The Foreign Relations of the United States series presents the official documentary historical record of major United States foreign policy decisions and significant diplomatic activity of the United States Government, including the facts that contributed to the formulation of policies and the documentation of supporting and alternative views to the policy positions ultimately adopted.
The Historian of the Department of State is responsible for the preparation of the Foreign Relations series. The editing of the series in the Office of the Historian, Bureau of Public Affairs, is guided by principles of historical objectivity and accuracy. Documents are not altered or deletions made without indicating where changes have been made. Every effort is made to identify lacunae in the record and to explain why they have occurred. Certain omissions may be necessary to protect national security or to condense the record and avoid needless repetition. The published record, however, omits no facts that were of major importance in reaching a decision, and nothing has been excluded for the purpose of concealing or glossing over a defect in policy.
At the time of the compilation of this volume in 1986, the Department was guided in the preparation of the Foreign Relations series by official regulations first promulgated by Secretary of State Frank B. Kellogg on March 26, 1925. A new statutory charter for the preparation of the Foreign Relations series was established by Title IV of Public Law 102–138, the Foreign Relations Authorization Act, Fiscal Years 1992 and 1993, which was signed by the President on October 28, 1991. That new charter requires that the Foreign Relations series “shall be a thorough, accurate, and reliable documentary record of major United States foreign policy decisions and significant United States diplomatic activity.”
Structure and Scope of the Foreign Relations of the United States Series
This volume is part of a comprehensive subseries of volumes that will document the most important issues in the foreign policy of President Dwight D. Eisenhower’s administration. The subseries covers the years 1958 through 1960.[Page IV]
Continuing the longstanding tradition of the Foreign Relations series and in compliance with the legislation of October 28, 1991, the editors have planned a comprehensive subseries of volumes to record the most important issues of the foreign affairs of the United States during the Eisenhower administration. This volume presents documentation recording important U.S. Government policies toward the Arab-Israeli dispute, the United Arab Republic (which came into being in February 1958 with the merger of Egypt and Syria), and North Africa during the 1958–1960 period. Additional documentation concerning U.S. relations with Israel and the United Arab Republic during the Lebanon crisis is scheduled for publication in Volume XI, Lebanon and Jordan. Documentation on U.S. regional policies is scheduled for publication in Volume XII, Near and Middle East; Iran; Iraq; Gulf States.

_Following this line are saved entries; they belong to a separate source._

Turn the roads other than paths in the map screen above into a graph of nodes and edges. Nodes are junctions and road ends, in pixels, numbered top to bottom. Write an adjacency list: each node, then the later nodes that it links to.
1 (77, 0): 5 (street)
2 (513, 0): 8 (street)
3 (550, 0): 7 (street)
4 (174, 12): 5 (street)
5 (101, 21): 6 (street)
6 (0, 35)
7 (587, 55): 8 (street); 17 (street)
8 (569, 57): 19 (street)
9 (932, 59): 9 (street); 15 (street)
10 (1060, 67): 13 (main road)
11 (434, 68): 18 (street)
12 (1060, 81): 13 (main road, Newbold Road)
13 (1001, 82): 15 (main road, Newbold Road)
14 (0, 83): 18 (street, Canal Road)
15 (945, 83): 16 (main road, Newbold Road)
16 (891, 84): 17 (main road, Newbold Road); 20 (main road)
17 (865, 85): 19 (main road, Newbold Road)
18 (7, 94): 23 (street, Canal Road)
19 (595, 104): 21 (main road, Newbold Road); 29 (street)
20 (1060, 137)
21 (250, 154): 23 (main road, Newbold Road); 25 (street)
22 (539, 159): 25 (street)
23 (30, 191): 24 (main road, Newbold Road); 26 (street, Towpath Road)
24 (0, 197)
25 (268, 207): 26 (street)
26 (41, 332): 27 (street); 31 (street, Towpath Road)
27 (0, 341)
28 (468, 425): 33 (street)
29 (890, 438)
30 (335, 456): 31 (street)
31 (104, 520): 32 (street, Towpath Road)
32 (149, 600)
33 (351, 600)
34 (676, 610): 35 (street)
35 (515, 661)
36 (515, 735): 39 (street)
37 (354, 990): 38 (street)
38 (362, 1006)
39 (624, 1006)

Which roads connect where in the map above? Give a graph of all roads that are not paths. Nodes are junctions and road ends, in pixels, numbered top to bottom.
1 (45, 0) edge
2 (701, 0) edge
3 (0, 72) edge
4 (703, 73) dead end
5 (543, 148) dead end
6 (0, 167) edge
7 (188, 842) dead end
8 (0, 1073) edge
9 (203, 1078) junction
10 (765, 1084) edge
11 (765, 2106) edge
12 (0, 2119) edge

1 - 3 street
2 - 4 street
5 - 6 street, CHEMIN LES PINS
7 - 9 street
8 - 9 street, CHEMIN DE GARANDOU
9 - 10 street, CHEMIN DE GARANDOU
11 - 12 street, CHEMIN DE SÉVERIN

In preparing this volume of Foreign Relations regarding U.S. policy in the Middle East, the editors have given the highest priority to the inclusion of documents on:
- U.S. interest in the full range of Arab-Israeli issues, including the quest for peace, the military balance, the Palestinian refugee question, the Arab boycott against Israel, the Jerusalem question, Israeli transit of the Gulf of Aqaba, incidents of violence along Arab-Israeli borders, the Jordan waters question, and the treatment of Jews in Arab countries.
- Bilateral U.S. relations with Israel, primarily relating to economic and military assistance, which frequently were affected by the conflict between Israel and its Arab neighbors.
- U.S. relations with the United Arab Republic and particularly with President Abdul Gamal Nasser, and with the issue of economic assistance.
- U.S. attitudes toward the Algerian insurrection against French colonial rule.
- Problems arising from Tunisia’s relationship with its former colonial ruler, France, and on Tunisia’s need for U.S. economic and military assistance.
Sources for the Foreign Relations Series
The longstanding 1925 charter of the Foreign Relations series and the law of October 28, 1991, on the series require that the published record reflect all major foreign policy decisions and activities and include necessary documentation from all government agencies and entities involved in foreign policy formulation, execution, or support. The historical records of the Presidents and their national security advisers together with the still larger body of documentation in the Department of State are the principal sources of the Foreign Relations series. The National Archives and Records Administration, including the Presidential libraries which it administers, is the main repository and coordinating authority for historical government documentation.[Page V]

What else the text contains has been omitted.